▶ **WHAT YOU SHOULD DO**: What lines in the following entries hold the word "graph"? Copy each one.

▶ **DATASET ENTRIES**:
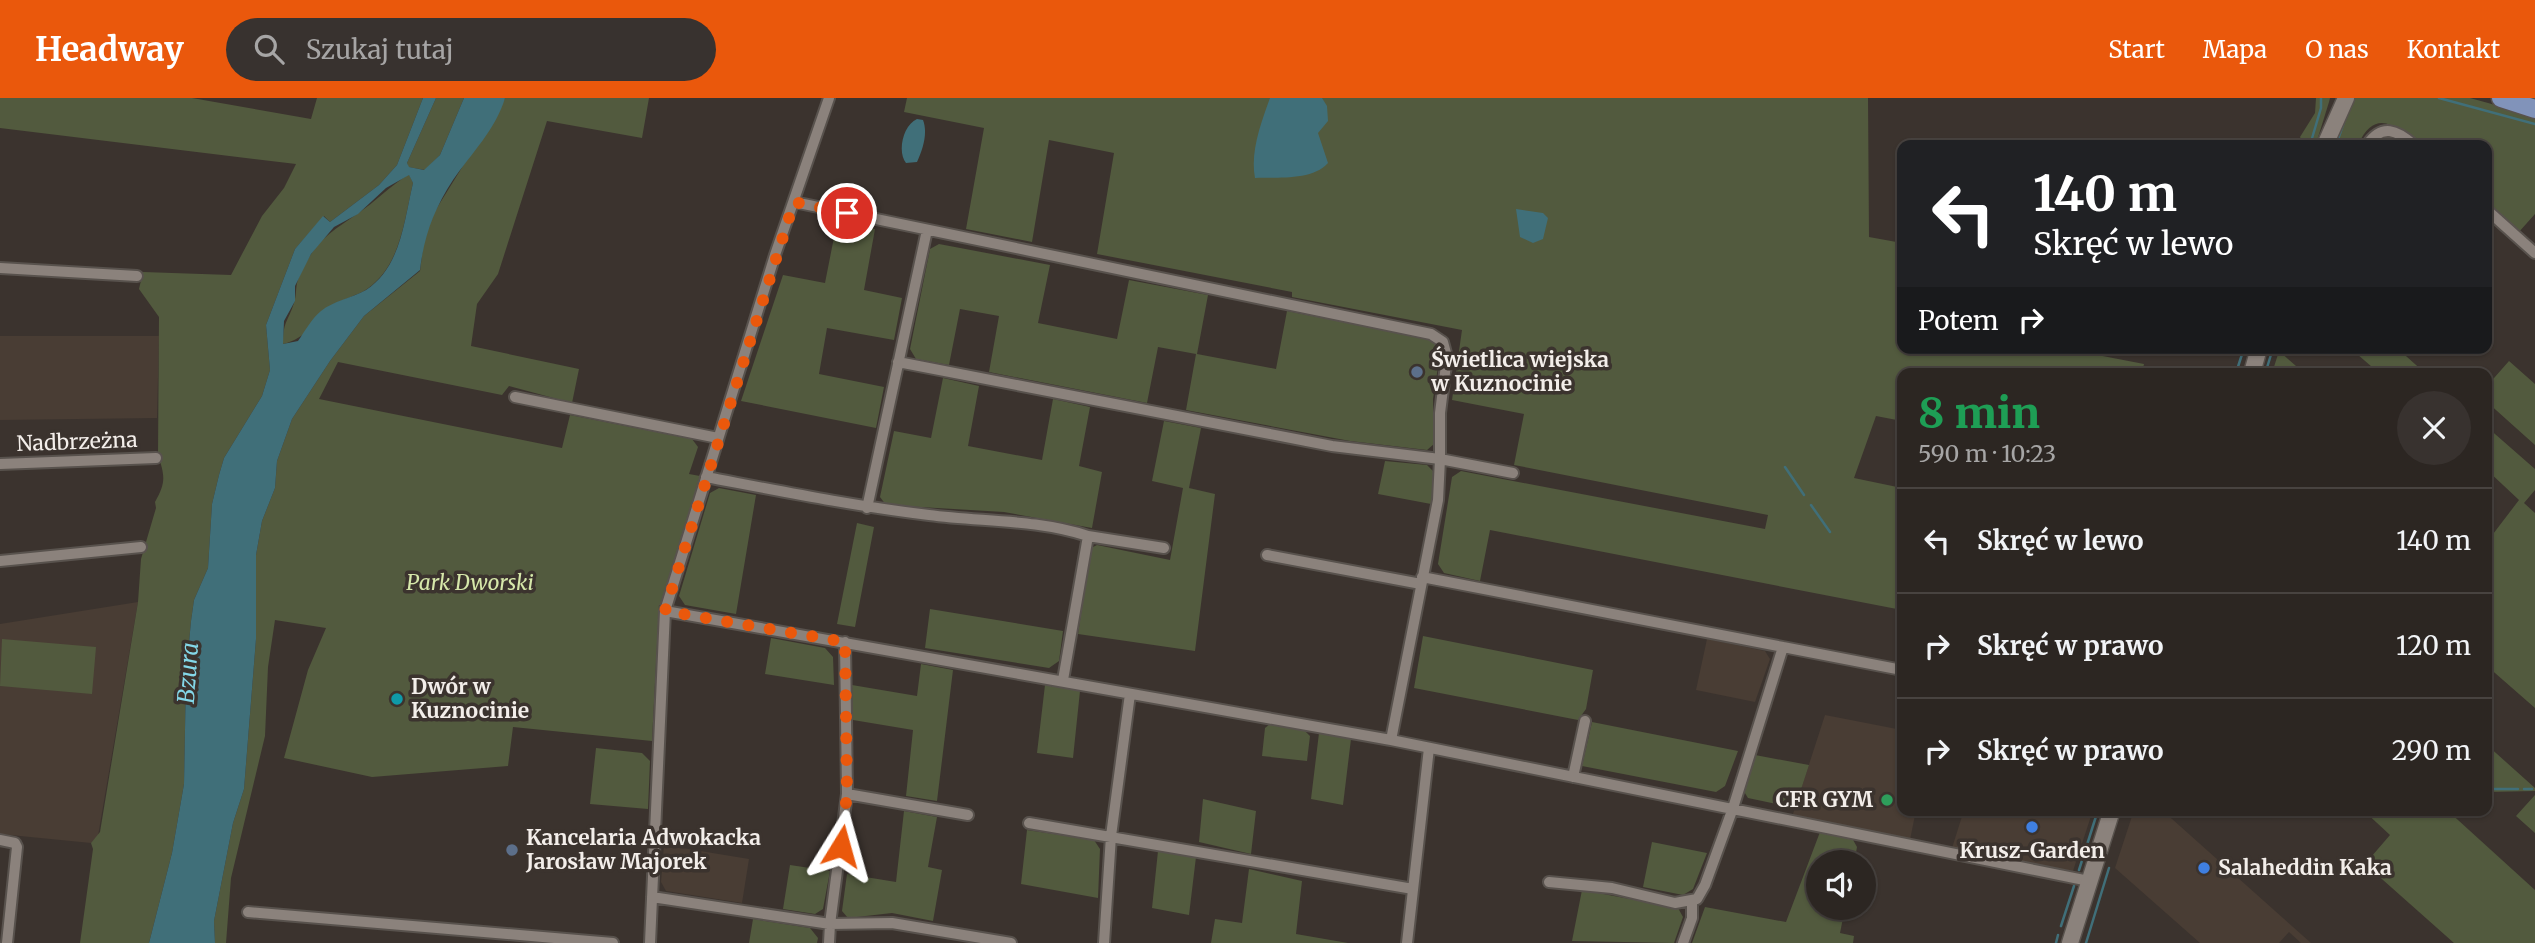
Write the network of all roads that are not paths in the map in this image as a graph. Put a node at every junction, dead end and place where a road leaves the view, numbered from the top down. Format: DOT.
graph roads {
  1 [pos="829,98"];
  2 [pos="2334,98"];
  3 [pos="2346,98"];
  4 [pos="2501,98"];
  5 [pos="2535,109"];
  6 [pos="2327,140"];
  7 [pos="2372,140"];
  8 [pos="2408,140"];
  9 [pos="794,202"];
  10 [pos="2492,214"];
  11 [pos="927,230"];
  12 [pos="2535,253"];
  13 [pos="0,268"];
  14 [pos="137,276"];
  15 [pos="898,362"];
  16 [pos="515,397"];
  17 [pos="718,438"];
  18 [pos="156,458"];
  19 [pos="1440,459"];
  20 [pos="0,464"];
  21 [pos="1513,473"];
  22 [pos="706,477"];
  23 [pos="867,508"];
  24 [pos="1088,536"];
  25 [pos="141,547"];
  26 [pos="1164,548"];
  27 [pos="1267,555"];
  28 [pos="0,561"];
  29 [pos="1421,581"];
  30 [pos="665,611"];
  31 [pos="845,642"];
  32 [pos="1783,647"];
  33 [pos="1897,669"];
  34 [pos="1063,680"];
  35 [pos="1130,694"];
  36 [pos="1585,721"];
  37 [pos="1391,740"];
  38 [pos="1429,748"];
  39 [pos="1573,777"];
  40 [pos="847,794"];
  41 [pos="1733,808"];
  42 [pos="968,815"];
  43 [pos="2110,816"];
  44 [pos="1029,823"];
  45 [pos="1111,836"];
  46 [pos="0,840"];
  47 [pos="27,840"];
  48 [pos="15,844"];
  49 [pos="2089,881"];
  50 [pos="1549,882"];
  51 [pos="1413,889"];
  52 [pos="652,897"];
  53 [pos="1692,901"];
  54 [pos="248,912"];
  55 [pos="830,924"];
  56 [pos="7,943"];
  57 [pos="613,943"];
  58 [pos="650,943"];
  59 [pos="828,943"];
  60 [pos="1011,943"];
  61 [pos="1104,943"];
  62 [pos="1407,943"];
  63 [pos="1683,943"];
  64 [pos="2070,943"];
  1 -- 9 [label="street"];
  2 -- 6 [label="street"];
  3 -- 6 [label="street"];
  4 -- 5 [label="main road"];
  7 -- 8 [label="street"];
  9 -- 11 [label="street"];
  9 -- 17 [label="street"];
  10 -- 12 [label="street"];
  11 -- 15 [label="street"];
  11 -- 19 [label="street"];
  13 -- 14 [label="street"];
  15 -- 19 [label="street"];
  15 -- 23 [label="street"];
  16 -- 17 [label="street"];
  17 -- 22 [label="street"];
  18 -- 20 [label="street, Nadbrzeżna"];
  19 -- 21 [label="street"];
  19 -- 29 [label="street"];
  22 -- 23 [label="street"];
  22 -- 30 [label="street"];
  23 -- 24 [label="street"];
  24 -- 26 [label="street"];
  24 -- 34 [label="street"];
  25 -- 28 [label="street"];
  27 -- 29 [label="street"];
  29 -- 32 [label="street"];
  29 -- 37 [label="street"];
  30 -- 31 [label="street"];
  30 -- 52 [label="street"];
  31 -- 34 [label="street"];
  31 -- 40 [label="street"];
  32 -- 33 [label="street"];
  32 -- 41 [label="street"];
  34 -- 35 [label="street"];
  35 -- 37 [label="street"];
  35 -- 45 [label="street"];
  36 -- 39 [label="street"];
  37 -- 38 [label="street"];
  38 -- 39 [label="street"];
  38 -- 51 [label="street"];
  39 -- 41 [label="street"];
  40 -- 42 [label="street"];
  40 -- 55 [label="street"];
  41 -- 49 [label="street"];
  41 -- 53 [label="street"];
  43 -- 49 [label="street"];
  44 -- 45 [label="street"];
  45 -- 51 [label="street"];
  45 -- 61 [label="street"];
  46 -- 48 [label="street"];
  47 -- 48 [label="street"];
  48 -- 56 [label="street"];
  49 -- 64 [label="street"];
  50 -- 53 [label="street"];
  51 -- 62 [label="street"];
  52 -- 55 [label="street"];
  52 -- 58 [label="street"];
  53 -- 63 [label="street"];
  54 -- 57 [label="street"];
  55 -- 59 [label="street"];
  55 -- 60 [label="street"];
}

▶ **TASK RESULT**:
Write the network of all roads that are not paths in the map in this image as a graph. Put a node at every junction, dead end and place where a road leaves the view, numbered from the top down. Format: DOT.
graph roads {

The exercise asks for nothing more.